(Collected data entries)

◇ ◇ ◇ ◇

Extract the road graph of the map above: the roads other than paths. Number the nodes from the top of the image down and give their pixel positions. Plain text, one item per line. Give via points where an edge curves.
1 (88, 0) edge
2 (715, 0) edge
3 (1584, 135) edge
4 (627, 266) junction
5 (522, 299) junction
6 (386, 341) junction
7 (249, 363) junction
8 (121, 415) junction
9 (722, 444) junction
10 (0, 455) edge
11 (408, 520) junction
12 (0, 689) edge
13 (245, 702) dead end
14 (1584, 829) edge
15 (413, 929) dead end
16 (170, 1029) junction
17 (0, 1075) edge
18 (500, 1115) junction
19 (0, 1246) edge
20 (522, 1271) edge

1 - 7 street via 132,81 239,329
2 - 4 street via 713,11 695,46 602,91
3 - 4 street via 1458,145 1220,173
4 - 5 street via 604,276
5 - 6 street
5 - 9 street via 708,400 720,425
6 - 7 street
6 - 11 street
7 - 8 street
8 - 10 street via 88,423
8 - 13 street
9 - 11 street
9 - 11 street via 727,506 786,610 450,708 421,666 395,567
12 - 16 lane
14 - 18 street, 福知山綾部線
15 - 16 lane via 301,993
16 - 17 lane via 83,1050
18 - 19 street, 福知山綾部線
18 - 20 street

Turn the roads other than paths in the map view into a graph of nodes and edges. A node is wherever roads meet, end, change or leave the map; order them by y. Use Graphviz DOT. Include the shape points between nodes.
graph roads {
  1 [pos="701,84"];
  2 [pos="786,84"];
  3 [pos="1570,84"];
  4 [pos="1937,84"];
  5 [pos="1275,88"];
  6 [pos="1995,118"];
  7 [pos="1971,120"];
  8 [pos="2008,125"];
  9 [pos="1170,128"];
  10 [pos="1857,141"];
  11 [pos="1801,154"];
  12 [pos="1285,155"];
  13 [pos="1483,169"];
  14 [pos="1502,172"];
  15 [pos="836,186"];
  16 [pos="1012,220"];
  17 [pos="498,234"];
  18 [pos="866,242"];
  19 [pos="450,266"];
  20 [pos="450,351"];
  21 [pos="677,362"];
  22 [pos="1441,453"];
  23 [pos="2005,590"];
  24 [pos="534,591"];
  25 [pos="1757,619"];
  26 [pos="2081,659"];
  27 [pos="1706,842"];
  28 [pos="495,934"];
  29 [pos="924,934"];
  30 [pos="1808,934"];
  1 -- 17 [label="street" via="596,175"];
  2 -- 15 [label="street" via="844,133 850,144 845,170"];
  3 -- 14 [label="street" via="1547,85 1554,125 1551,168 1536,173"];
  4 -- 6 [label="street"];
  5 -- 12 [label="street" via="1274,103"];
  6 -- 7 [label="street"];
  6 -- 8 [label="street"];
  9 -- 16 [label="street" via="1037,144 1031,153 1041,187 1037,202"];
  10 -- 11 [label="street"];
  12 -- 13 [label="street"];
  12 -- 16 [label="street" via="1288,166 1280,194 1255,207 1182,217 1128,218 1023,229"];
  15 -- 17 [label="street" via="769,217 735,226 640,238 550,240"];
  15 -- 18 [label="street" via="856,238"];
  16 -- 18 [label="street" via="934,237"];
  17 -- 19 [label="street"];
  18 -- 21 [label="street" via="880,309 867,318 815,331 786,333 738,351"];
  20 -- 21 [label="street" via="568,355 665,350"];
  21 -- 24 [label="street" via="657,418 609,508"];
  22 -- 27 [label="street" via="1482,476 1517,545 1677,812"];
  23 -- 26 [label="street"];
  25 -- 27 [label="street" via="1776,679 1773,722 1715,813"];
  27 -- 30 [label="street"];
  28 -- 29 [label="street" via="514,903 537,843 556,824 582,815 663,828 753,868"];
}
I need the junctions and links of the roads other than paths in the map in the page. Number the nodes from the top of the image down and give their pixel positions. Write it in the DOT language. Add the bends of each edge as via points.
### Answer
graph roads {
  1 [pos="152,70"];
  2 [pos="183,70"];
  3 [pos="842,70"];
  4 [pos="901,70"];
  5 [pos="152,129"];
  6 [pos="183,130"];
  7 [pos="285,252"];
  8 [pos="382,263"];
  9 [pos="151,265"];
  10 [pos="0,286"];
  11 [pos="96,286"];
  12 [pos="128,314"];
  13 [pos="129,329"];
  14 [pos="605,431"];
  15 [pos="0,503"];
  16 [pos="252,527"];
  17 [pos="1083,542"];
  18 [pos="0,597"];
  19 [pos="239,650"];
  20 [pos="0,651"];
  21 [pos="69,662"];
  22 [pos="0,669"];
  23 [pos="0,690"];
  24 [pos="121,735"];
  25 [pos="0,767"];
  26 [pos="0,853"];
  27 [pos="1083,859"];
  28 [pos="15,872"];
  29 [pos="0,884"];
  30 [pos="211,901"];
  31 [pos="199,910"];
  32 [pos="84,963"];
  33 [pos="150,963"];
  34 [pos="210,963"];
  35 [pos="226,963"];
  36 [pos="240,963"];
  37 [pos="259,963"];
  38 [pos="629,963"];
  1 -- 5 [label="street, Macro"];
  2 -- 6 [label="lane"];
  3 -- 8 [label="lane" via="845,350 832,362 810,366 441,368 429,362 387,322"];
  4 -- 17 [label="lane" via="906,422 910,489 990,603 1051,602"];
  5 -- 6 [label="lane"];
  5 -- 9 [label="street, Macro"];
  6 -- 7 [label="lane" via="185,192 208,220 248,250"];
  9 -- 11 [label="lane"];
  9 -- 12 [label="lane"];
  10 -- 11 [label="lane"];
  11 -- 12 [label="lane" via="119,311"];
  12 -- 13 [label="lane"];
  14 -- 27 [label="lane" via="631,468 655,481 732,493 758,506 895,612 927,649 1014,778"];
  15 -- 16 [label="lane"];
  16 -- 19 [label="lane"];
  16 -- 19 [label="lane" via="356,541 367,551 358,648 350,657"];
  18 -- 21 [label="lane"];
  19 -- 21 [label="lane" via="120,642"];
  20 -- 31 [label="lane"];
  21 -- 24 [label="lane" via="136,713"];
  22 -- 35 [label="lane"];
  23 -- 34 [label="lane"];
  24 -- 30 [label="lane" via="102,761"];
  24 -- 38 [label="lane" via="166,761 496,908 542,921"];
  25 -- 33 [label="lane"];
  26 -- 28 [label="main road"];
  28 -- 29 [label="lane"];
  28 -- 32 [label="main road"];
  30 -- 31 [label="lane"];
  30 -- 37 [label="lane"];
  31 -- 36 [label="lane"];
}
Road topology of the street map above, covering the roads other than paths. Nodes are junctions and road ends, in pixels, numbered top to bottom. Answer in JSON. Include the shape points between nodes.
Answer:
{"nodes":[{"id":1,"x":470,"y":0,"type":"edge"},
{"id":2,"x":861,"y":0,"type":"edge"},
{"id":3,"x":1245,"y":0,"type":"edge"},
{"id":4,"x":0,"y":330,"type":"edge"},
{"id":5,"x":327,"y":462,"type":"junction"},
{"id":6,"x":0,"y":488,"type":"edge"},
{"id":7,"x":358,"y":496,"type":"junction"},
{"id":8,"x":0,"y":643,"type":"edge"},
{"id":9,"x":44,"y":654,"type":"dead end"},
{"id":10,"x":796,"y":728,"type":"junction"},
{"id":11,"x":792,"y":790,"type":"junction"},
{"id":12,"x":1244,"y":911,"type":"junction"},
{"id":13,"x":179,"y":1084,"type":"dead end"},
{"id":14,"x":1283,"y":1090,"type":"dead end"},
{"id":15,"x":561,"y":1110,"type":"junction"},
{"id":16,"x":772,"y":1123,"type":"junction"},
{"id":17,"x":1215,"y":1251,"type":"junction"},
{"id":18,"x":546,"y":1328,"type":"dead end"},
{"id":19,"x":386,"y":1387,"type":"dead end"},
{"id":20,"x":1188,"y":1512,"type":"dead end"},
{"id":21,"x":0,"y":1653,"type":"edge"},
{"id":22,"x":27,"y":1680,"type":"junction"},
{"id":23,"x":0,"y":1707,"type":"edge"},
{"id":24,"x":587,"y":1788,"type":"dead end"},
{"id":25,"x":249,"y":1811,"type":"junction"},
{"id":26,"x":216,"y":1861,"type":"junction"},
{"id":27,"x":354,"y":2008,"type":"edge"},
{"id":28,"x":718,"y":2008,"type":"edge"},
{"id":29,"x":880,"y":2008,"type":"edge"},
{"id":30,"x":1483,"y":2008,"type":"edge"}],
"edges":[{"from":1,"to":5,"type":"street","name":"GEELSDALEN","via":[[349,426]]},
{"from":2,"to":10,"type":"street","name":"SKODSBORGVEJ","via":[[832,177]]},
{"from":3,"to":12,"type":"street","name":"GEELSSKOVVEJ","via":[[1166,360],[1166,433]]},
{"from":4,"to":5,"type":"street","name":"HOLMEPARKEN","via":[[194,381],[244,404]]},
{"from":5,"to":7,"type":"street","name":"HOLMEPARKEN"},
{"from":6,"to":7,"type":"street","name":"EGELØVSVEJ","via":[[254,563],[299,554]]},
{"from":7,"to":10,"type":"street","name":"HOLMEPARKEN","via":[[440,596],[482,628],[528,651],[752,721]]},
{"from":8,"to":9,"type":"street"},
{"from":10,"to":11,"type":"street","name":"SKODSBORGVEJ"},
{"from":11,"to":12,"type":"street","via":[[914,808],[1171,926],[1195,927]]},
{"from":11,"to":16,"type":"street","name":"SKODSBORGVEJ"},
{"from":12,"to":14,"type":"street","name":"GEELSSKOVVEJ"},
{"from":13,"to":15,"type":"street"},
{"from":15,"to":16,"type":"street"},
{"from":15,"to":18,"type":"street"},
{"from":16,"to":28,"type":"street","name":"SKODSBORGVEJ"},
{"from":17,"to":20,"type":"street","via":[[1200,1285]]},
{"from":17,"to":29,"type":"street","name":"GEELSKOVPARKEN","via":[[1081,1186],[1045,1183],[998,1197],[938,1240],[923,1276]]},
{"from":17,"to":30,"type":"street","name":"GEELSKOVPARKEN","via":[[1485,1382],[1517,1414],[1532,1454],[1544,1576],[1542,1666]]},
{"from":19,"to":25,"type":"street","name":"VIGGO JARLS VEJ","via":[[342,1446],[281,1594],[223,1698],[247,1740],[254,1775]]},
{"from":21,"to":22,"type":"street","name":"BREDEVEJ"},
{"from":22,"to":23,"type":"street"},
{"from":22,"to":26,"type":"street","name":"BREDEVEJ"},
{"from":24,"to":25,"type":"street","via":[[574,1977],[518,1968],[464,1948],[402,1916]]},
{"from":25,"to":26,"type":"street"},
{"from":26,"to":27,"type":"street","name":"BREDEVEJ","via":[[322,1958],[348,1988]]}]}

◇ ◇ ◇ ◇

* **WHAT IS REQUIRED**: When a line of the entries above contains the word "junctions", include it in a tally, then give that tally alone.

* **REPLY**: 2